El padre Albert negó con la cabeza. ¿Cómo podía Arnau haber cometido semejante atrocidad? ¡La caja de los bastaixos, en la capilla del Santísimo, junto a su Virgen! Los soldados lo habían avisado un par de horas antes del amanecer.
—No puede ser —musitó para sí mismo.
—Sí, padre —insistió el oficial—. El muchacho llevaba esta bolsa —añadió mostrándole la bolsa de los dineros de Grau para el alcaide y sus presos—. ¿Qué iba a hacer un muchacho con tanto dinero?
—¿Y su rostro? —intervino otro soldado—. ¿Para qué iba alguien a embadurnarse el rostro con barro si no es para robar?
El padre Albert volvió a negar con la cabeza, con la mirada fija en la bolsa que tenía alzada el oficial. ¿Qué hacía allí a aquellas horas de la noche? ¿De dónde había sacado la bolsa?
—¿Qué hacéis? —preguntó a los oficiales al ver que levantaban a Arnau del suelo.
—Nos lo llevamos a la prisión.
—De ninguna manera —se oyó decir a sí mismo.
Quizá…, quizá todo aquello tuviera una explicación. No podía ser que Arnau hubiera intentado robar la caja de los bastaixos. Arnau, no.
—Es un ladrón, padre.
—Eso lo tendrá que decidir un tribunal.
—Y así será —confirmó el oficial mientras sus soldados aguantaban a Arnau por las axilas—, pero esperará la sentencia en la cárcel.
—Si tiene que ir a alguna cárcel, será a la del obispo —dijo el cura—. El crimen se ha cometido en lugar santo y por lo tanto es jurisdicción de la iglesia, no del veguer.
El oficial miró a los soldados y a Arnau y, con gesto de impotencia, les ordenó que dejasen al chico en el suelo, cosa que cumplieron dejándolo caer. Una cínica sonrisa asomó a sus labios al ver cómo el rostro del muchacho golpeaba violentamente el suelo. El padre Albert los miró con ira.

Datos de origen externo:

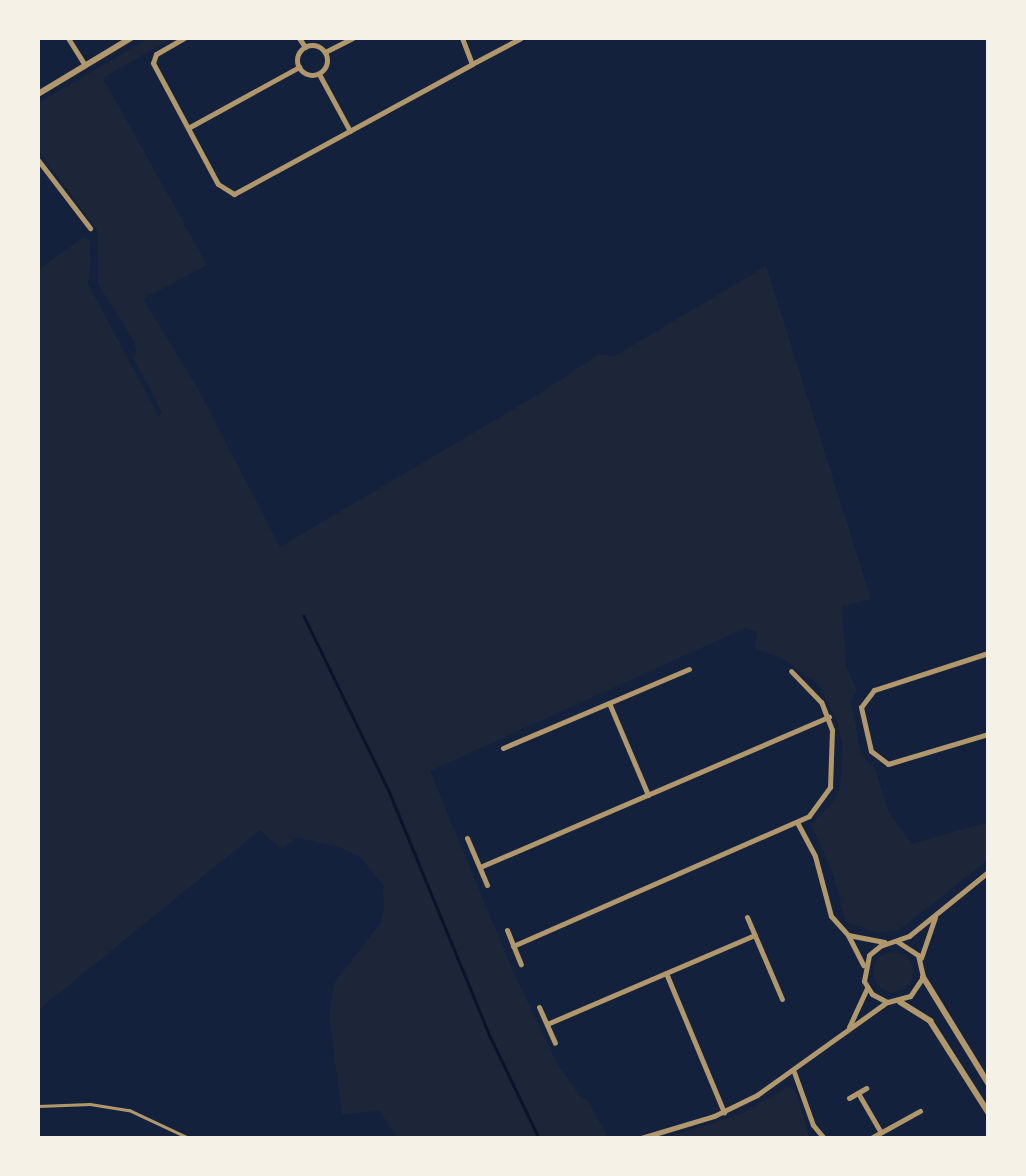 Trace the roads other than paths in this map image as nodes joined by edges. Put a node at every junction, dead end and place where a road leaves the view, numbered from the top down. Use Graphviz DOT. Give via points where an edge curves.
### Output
graph roads {
  1 [pos="68,38"];
  2 [pos="132,38"];
  3 [pos="184,38"];
  4 [pos="300,38"];
  5 [pos="353,38"];
  6 [pos="462,38"];
  7 [pos="521,38"];
  8 [pos="304,47"];
  9 [pos="325,52"];
  10 [pos="472,60"];
  11 [pos="86,65"];
  12 [pos="299,67"];
  13 [pos="319,74"];
  14 [pos="38,94"];
  15 [pos="188,128"];
  16 [pos="350,130"];
  17 [pos="38,160"];
  18 [pos="90,228"];
  19 [pos="988,653"];
  20 [pos="689,669"];
  21 [pos="791,671"];
  22 [pos="609,703"];
  23 [pos="830,718"];
  24 [pos="988,734"];
  25 [pos="503,748"];
  26 [pos="648,795"];
  27 [pos="798,824"];
  28 [pos="467,838"];
  29 [pos="480,866"];
  30 [pos="988,872"];
  31 [pos="488,885"];
  32 [pos="937,914"];
  33 [pos="746,916"];
  34 [pos="506,930"];
  35 [pos="754,935"];
  36 [pos="848,935"];
  37 [pos="898,942"];
  38 [pos="887,943"];
  39 [pos="513,946"];
  40 [pos="921,960"];
  41 [pos="521,964"];
  42 [pos="863,967"];
  43 [pos="666,973"];
  44 [pos="923,977"];
  45 [pos="867,988"];
  46 [pos="782,1000"];
  47 [pos="887,1002"];
  48 [pos="900,1002"];
  49 [pos="539,1006"];
  50 [pos="547,1024"];
  51 [pos="847,1030"];
  52 [pos="555,1043"];
  53 [pos="794,1072"];
  54 [pos="988,1082"];
  55 [pos="866,1088"];
  56 [pos="858,1093"];
  57 [pos="849,1098"];
  58 [pos="38,1106"];
  59 [pos="920,1110"];
  60 [pos="724,1112"];
  61 [pos="988,1112"];
  62 [pos="880,1131"];
  63 [pos="189,1138"];
  64 [pos="641,1138"];
  65 [pos="824,1138"];
  66 [pos="871,1138"];
  1 -- 11 [label="street"];
  2 -- 11 [label="street"];
  3 -- 15 [label="street" via="156,54 153,63"];
  4 -- 8 [label="street"];
  5 -- 9 [label="street"];
  6 -- 10 [label="street"];
  7 -- 10 [label="street"];
  8 -- 9 [label="street"];
  8 -- 12 [label="street"];
  9 -- 13 [label="street"];
  10 -- 16 [label="street"];
  11 -- 14 [label="street"];
  12 -- 13 [label="street"];
  12 -- 15 [label="street"];
  13 -- 16 [label="street"];
  15 -- 16 [label="street" via="224,190 234,194"];
  17 -- 18 [label="street"];
  19 -- 24 [label="street" via="874,690 861,712 873,755 888,764"];
  20 -- 22 [label="street"];
  21 -- 23 [label="street" via="810,686"];
  22 -- 25 [label="street"];
  22 -- 26 [label="street"];
  23 -- 26 [label="street"];
  23 -- 27 [label="street" via="830,788"];
  26 -- 29 [label="street"];
  27 -- 36 [label="street" via="815,856 831,916"];
  27 -- 39 [label="street"];
  28 -- 29 [label="street"];
  29 -- 31 [label="street"];
  30 -- 32 [label="street"];
  32 -- 37 [label="street"];
  32 -- 40 [label="street"];
  33 -- 35 [label="street"];
  34 -- 39 [label="street"];
  35 -- 43 [label="street"];
  35 -- 46 [label="street"];
  36 -- 38 [label="street"];
  36 -- 42 [label="street"];
  37 -- 38 [label="street"];
  37 -- 40 [label="street"];
  38 -- 42 [label="street"];
  39 -- 41 [label="street"];
  40 -- 44 [label="street"];
  42 -- 45 [label="street"];
  43 -- 50 [label="street"];
  43 -- 60 [label="street"];
  44 -- 48 [label="street"];
  44 -- 54 [label="street"];
  45 -- 47 [label="street"];
  45 -- 51 [label="street"];
  47 -- 48 [label="street"];
  47 -- 51 [label="street"];
  48 -- 61 [label="street" via="930,1020"];
  49 -- 50 [label="street"];
  50 -- 52 [label="street"];
  51 -- 53 [label="street"];
  53 -- 60 [label="street"];
  53 -- 65 [label="street"];
  55 -- 56 [label="street"];
  56 -- 57 [label="street"];
  56 -- 62 [label="street"];
  58 -- 63 [label="lane" via="129,1110"];
  59 -- 62 [label="street"];
  60 -- 64 [label="street"];
  62 -- 66 [label="street"];
}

—Despabiladlo —exigió el padre Albert mientras sacaba las llaves de la capilla, abría la reja y entraba en ella—. Quiero escuchar qué tiene que decir el muchacho.

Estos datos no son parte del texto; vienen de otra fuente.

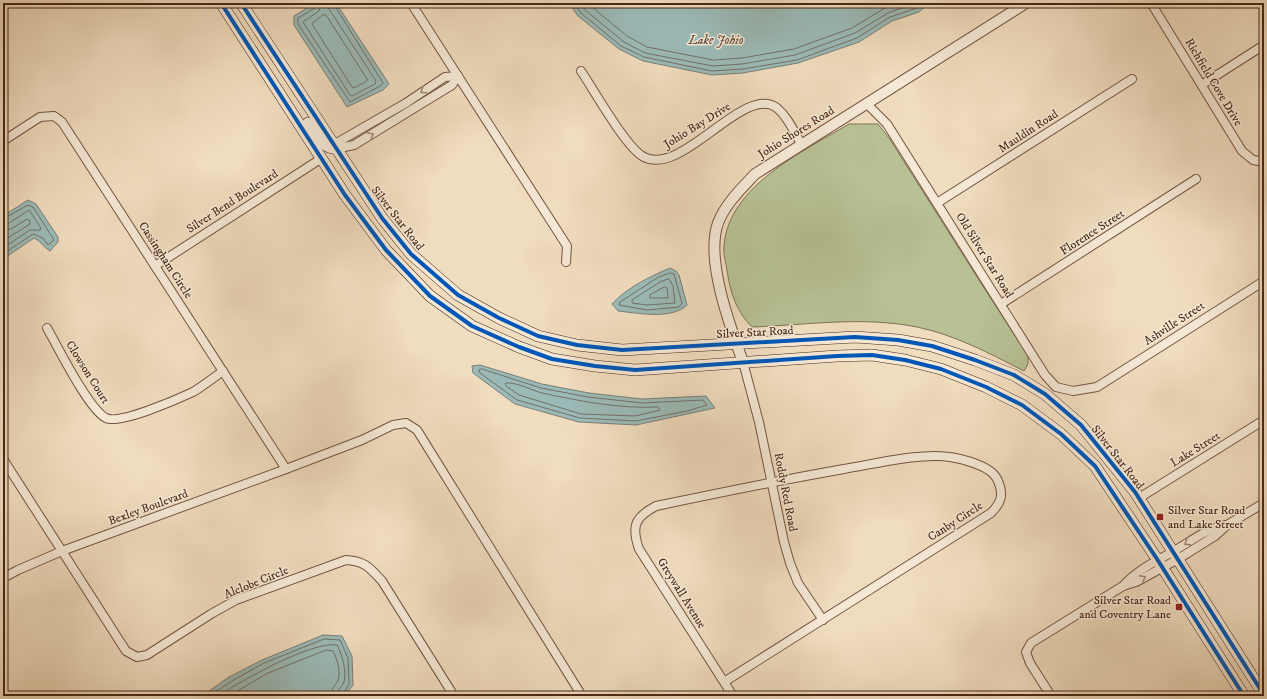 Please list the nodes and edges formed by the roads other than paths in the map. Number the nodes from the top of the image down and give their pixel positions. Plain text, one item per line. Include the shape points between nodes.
1 (221, 3) edge
2 (241, 3) edge
3 (411, 3) edge
4 (1026, 3) edge
5 (1151, 3) edge
6 (1264, 45) edge
7 (259, 61) junction
8 (581, 71) dead end
9 (458, 76) junction
10 (1132, 79) dead end
11 (1203, 84) junction
12 (867, 104) junction
13 (395, 109) junction
14 (400, 117) junction
15 (3, 141) edge
16 (800, 144) junction
17 (334, 147) junction
18 (322, 158) junction
19 (1264, 162) edge
20 (1196, 179) dead end
21 (938, 203) junction
22 (411, 254) junction
23 (566, 262) dead end
24 (156, 266) junction
25 (1264, 281) edge
26 (1001, 304) junction
27 (47, 328) dead end
28 (736, 344) junction
29 (743, 362) junction
30 (223, 371) junction
31 (1097, 387) joint
32 (1264, 420) edge
33 (3, 459) edge
34 (286, 470) junction
35 (772, 482) junction
36 (1138, 498) junction
37 (1264, 503) edge
38 (656, 506) joint
39 (62, 550) junction
40 (1175, 556) junction
41 (1160, 564) junction
42 (3, 578) edge
43 (823, 620) junction
44 (724, 682) junction
45 (1264, 695) edge
46 (454, 696) edge
47 (582, 696) edge
48 (733, 696) edge
49 (1051, 696) edge
50 (1244, 696) edge

1 - 7 main road, Silver Star Road
2 - 17 main road, Silver Star Road
3 - 9 street
4 - 12 street, Johio Shores Road
5 - 11 street, Richfield Cove Drive
6 - 11 street
7 - 17 main road via 267,59 323,144 328,148
7 - 18 main road, Silver Star Road
8 - 16 street, Johio Bay Drive via 629,144 644,157 661,160 677,155 748,107 763,103 776,107 781,112
9 -> 13 street via 445,77
9 - 14 street via 452,86
9 - 23 street via 567,246
10 - 21 street, Mauldin Road
11 - 19 street, Richfield Cove Drive via 1242,151 1253,160
12 - 16 street, Johio Shores Road
12 - 21 street, Old Silver Star Road via 887,124
13 - 14 street
13 - 17 street
17 -> 14 street via 354,145
15 - 24 street, Cassingham Circle via 40,117 54,116 62,122
16 - 28 street, Johio Shores Road via 755,174 735,196 718,223 714,252 718,280
17 - 22 main road, Silver Star Road via 382,218
18 - 22 main road via 336,163 341,168 396,245
18 - 24 street, Silver Bend Boulevard
18 - 29 main road, Silver Star Road via 345,195 386,250 430,296 472,326 552,359 595,366 635,370
20 - 26 street, Florence Street
21 - 26 street, Old Silver Star Road
22 - 28 main road, Silver Star Road via 458,295 538,336 577,345 622,350
24 - 30 street, Cassingham Circle
25 - 31 street, Ashville Street
26 - 31 street, Old Silver Star Road via 1044,374 1056,387 1073,391
27 - 30 street, Clowson Court via 93,408 106,419 121,419 170,402 194,391
28 - 29 street, Johio Shores Road
28 - 36 main road, Silver Star Road via 855,337 898,340 932,346 1014,375 1045,394 1081,425 1107,455
29 - 35 street, Roddy Red Road
29 - 41 main road, Silver Star Road via 872,355 941,369 986,387 1022,405 1061,434 1095,466
30 - 34 street, Cassingham Circle
32 - 36 street, Lake Street
33 - 39 street
34 - 39 street, Bexley Boulevard
34 - 47 street via 362,440 393,424 406,422 417,430
35 - 38 street, Canby Circle
35 - 43 street, Roddy Red Road via 790,563 798,583
35 - 43 street, Canby Circle via 907,458 937,456 962,459 988,469 998,480 1002,494 1000,505 991,514
36 - 40 main road, Silver Star Road
37 - 40 street via 1227,525 1215,536
38 - 44 street, Greywall Avenue via 644,512 637,520 634,535 639,548
39 - 42 street, Bexley Boulevard
39 - 46 street, Alclobe Circle via 126,651 137,657 148,655 236,600 346,560 359,561 371,568 382,581
40 - 41 street
40 - 45 main road, Silver Star Road
41 - 49 street via 1132,576 1123,586 1031,644 1026,652 1030,663
41 - 50 main road, Silver Star Road
43 - 44 street, Canby Circle
44 - 48 street, Greywall Avenue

Se acercó a la caja de los bastaixos, cuyas tres cerraduras habían sido forzadas, y comprobó que estaba vacía; en el interior de la capilla no faltaba nada más ni había habido ningún destrozo. «¿Qué ha sucedido, Señora? —le preguntó en silencio a la Virgen—; ¿cómo has permitido que Arnau cometiera este delito?». Oyó cómo los soldados echaban agua sobre el rostro del muchacho y salió de la capilla en el momento en que varios bastaixos, advertidos del robo de su caja, entraban en Santa María.
Arnau despertó al sentir el agua helada y vio que estaba rodeado de soldados. El sonido de la lanza en la calle Bória volvió a silbar junto a su oído. Corría delante de ellos. ¿Cómo habían logrado alcanzarlo? ¿Habría tropezado? Los rostros de los soldados se inclinaron sobre él. ¡Su padre! ¡Ardía! ¡Tenía que escapar! Arnau se levantó y trató de empujar a uno de los soldados, pero éstos lo inmovilizaron sin dificultad.